In an attempt to modernize the Pahranagat National Wildlife Refuge’s water delivery infrastructure, and combat reduced water inflow, the U.S. Fish and Wildlife Service recently completed work on a Southern Nevada Public Land Management Act funded project. Refuge staff submitted the proposal, and it was awarded funding in 2017. Work was just recently completed in 2020.

green water surrounded by plants and trees.

An earthen ditch, pre-pipeline. Credit: USFWS

The goals of the project were to reduce water loss, improve timing of water delivery and allow independent water management for each of the Pahranagat National Wildlife Refuge wetland units. These goals were achieved by the installation of a three-mile underground pipeline and four lateral water delivery lines. Water conservation practices in an arid environment is a major focus in Pahranagat.
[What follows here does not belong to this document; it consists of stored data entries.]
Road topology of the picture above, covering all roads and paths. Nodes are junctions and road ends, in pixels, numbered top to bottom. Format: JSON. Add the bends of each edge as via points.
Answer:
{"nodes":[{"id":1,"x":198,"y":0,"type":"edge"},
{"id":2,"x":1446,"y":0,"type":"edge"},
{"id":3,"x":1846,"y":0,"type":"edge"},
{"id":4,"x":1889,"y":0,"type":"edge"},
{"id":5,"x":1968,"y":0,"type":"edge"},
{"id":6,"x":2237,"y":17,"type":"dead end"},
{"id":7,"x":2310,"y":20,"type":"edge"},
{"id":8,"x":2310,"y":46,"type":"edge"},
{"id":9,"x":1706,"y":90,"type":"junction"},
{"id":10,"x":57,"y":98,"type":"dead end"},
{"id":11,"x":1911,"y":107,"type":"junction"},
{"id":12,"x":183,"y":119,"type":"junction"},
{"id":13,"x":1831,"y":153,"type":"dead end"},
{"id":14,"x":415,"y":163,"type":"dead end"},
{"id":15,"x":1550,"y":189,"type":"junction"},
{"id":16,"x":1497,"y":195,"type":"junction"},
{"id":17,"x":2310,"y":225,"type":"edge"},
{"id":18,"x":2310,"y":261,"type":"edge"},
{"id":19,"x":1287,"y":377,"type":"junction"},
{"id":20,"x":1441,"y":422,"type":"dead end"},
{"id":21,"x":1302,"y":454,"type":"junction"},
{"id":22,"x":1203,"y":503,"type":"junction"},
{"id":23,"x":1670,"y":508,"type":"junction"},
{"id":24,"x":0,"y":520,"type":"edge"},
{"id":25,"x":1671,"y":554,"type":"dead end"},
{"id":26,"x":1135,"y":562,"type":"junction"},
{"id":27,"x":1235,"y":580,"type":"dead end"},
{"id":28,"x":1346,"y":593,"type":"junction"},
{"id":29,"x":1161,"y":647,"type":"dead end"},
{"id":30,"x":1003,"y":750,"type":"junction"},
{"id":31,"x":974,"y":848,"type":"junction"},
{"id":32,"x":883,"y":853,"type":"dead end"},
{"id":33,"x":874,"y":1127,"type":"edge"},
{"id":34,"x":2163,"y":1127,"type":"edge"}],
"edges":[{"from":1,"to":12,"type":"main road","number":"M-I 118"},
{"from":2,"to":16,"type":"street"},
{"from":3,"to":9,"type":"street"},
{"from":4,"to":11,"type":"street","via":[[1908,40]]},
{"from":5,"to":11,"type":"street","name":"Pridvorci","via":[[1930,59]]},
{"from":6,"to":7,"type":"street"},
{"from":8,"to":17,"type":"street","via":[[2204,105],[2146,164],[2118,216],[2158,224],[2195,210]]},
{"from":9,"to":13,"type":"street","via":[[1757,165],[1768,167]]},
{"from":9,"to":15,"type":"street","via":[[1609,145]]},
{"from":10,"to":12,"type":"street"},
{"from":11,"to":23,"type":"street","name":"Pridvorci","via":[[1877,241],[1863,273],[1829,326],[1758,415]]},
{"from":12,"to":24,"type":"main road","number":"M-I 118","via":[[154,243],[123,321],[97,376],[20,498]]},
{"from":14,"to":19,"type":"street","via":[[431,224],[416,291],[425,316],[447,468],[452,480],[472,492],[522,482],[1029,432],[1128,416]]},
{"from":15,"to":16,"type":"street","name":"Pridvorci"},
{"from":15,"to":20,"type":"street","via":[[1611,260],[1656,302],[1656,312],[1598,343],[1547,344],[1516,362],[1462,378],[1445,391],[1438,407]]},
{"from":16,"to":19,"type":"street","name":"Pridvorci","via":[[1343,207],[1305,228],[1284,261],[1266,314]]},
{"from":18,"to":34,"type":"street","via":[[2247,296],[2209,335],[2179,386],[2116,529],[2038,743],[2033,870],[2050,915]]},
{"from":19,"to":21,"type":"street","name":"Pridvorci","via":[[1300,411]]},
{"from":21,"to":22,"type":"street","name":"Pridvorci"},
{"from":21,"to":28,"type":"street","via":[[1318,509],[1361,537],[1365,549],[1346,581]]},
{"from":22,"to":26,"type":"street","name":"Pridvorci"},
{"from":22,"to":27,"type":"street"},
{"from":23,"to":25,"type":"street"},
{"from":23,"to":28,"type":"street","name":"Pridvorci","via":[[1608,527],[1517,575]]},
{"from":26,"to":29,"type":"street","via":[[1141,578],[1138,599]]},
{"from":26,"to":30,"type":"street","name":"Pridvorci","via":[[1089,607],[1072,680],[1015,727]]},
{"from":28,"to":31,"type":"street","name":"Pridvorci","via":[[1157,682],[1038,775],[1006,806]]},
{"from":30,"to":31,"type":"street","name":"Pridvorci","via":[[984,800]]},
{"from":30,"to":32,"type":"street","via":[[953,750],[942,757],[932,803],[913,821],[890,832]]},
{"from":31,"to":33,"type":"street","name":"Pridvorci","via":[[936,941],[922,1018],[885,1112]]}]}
Without water, Pahranagat cannot meet our refuge purpose as a safe sanctuary, for migratory birds,” said Rob Vinson, refuge manager. The water delivery improvements have impacted over 1,240 acres of wetland habitat the first year of operation.

“We are pleased to have received this grant from SNPLMA and are excited about the impact this project will have for providing critical wetland habitats for migratory birds for years to come,” said Vinson.

The project promotes ecological and recreational sustainability with the new underground water delivery system conserving water on Pahranagat. Vinson estimates that the use of the pipeline system could reduce water loss of 2,700 acre-feet by 75%.

With better water conservation, refuge staff can focus on landscape-level habitat restoration to recover a rare wetland ecosystem that provides critical habitat for many species of conservation priority, such as migratory birds.

metal pipes un a ditch.

A valve system and lateral line used to direct the water flow of the pipe system. Credit: USFWS

“Water conservation is one of the top priorities in the Pahranagat Valley, and in southern Nevada, water availability is key to cultural and environmental survivability,” said Vinson. “Improved wetland habitat will likely attract more visitors to the refuge from Las Vegas and other areas, allowing more people to connect to the natural environment.”

Pahranagat National Wildlife Refuge was established in 1963 to protect important wetlands and wet meadows for wetland dependent migratory birds and endangered species of the Pacific Flyway. Pahranagat Valley is but “one link in a chain” of increasingly rare open water and riparian habitats across the arid western United States, especially across Nevada, according to Vinson.

Perennial water on Pahranagat sustains a variety of wetland habitat types, including open water lakes, marshes, wet meadows, alkali meadows and riparian woodlands that provide valuable habitat for many of Nevada’s native species. The refuge provides essential stopover habitat for numerous migratory birds and waterfowl traveling along the Pacific Flyway in the spring and fall.

“Without the SNPLMA funding for this type of large scale project, we wouldn’t be able to complete this important work,” said Vinson. “I am ecstatic to already see the positive results of a water delivery system such as this. We still have a great deal of work to do, but this SNPLMA grant is a big step in the right direction for the future of Pahranagat.”